### Instructions for the task
Show all lines from the data that include the word "main".

═══ Data shown ═══

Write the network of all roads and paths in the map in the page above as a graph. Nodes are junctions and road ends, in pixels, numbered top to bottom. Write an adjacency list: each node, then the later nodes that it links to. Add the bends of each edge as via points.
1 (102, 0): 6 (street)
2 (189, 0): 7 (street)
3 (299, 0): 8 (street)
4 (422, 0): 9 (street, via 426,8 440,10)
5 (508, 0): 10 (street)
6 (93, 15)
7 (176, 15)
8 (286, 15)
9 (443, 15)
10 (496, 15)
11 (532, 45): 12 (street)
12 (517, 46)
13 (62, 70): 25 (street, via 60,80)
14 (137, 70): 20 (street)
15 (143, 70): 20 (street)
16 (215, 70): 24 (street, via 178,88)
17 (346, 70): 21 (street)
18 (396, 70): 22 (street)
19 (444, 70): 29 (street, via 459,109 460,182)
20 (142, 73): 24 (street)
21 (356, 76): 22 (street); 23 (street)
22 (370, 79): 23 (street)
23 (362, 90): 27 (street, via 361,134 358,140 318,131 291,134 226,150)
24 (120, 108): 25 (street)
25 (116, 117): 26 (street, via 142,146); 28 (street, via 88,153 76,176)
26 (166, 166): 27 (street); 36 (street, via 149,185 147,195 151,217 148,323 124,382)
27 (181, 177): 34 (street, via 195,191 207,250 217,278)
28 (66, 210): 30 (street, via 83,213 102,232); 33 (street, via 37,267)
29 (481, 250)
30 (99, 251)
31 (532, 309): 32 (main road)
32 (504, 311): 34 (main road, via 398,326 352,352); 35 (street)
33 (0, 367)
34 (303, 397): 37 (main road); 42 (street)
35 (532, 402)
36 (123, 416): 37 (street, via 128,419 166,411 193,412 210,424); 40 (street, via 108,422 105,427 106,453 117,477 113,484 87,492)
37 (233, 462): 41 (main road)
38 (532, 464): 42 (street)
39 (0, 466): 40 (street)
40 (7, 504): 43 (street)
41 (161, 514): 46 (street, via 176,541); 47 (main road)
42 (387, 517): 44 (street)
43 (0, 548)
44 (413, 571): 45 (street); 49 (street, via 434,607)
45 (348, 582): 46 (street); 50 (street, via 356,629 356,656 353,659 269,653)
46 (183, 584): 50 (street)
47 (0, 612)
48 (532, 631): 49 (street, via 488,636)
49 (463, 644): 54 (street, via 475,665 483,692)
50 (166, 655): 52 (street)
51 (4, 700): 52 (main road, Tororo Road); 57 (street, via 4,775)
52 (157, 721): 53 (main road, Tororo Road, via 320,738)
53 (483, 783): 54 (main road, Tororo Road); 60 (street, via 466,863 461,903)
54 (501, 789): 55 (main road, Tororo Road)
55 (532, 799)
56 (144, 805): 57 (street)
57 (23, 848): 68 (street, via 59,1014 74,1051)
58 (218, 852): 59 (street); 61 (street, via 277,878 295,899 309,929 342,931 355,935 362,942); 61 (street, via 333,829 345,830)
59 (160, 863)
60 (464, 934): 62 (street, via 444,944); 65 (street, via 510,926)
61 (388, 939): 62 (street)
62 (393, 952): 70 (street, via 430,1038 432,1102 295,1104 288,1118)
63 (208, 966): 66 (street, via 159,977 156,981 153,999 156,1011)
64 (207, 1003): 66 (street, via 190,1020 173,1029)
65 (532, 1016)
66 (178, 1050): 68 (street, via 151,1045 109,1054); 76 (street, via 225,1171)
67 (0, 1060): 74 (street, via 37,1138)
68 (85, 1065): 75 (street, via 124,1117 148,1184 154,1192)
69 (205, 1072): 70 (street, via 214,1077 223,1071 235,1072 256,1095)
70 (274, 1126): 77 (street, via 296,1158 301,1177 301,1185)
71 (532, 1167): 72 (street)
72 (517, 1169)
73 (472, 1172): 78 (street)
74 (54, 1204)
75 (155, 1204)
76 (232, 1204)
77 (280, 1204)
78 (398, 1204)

═══

### Answer section
31 (532, 309): 32 (main road)
32 (504, 311): 34 (main road, via 398,326 352,352); 35 (street)
34 (303, 397): 37 (main road); 42 (street)
37 (233, 462): 41 (main road)
41 (161, 514): 46 (street, via 176,541); 47 (main road)
51 (4, 700): 52 (main road, Tororo Road); 57 (street, via 4,775)
52 (157, 721): 53 (main road, Tororo Road, via 320,738)
53 (483, 783): 54 (main road, Tororo Road); 60 (street, via 466,863 461,903)
54 (501, 789): 55 (main road, Tororo Road)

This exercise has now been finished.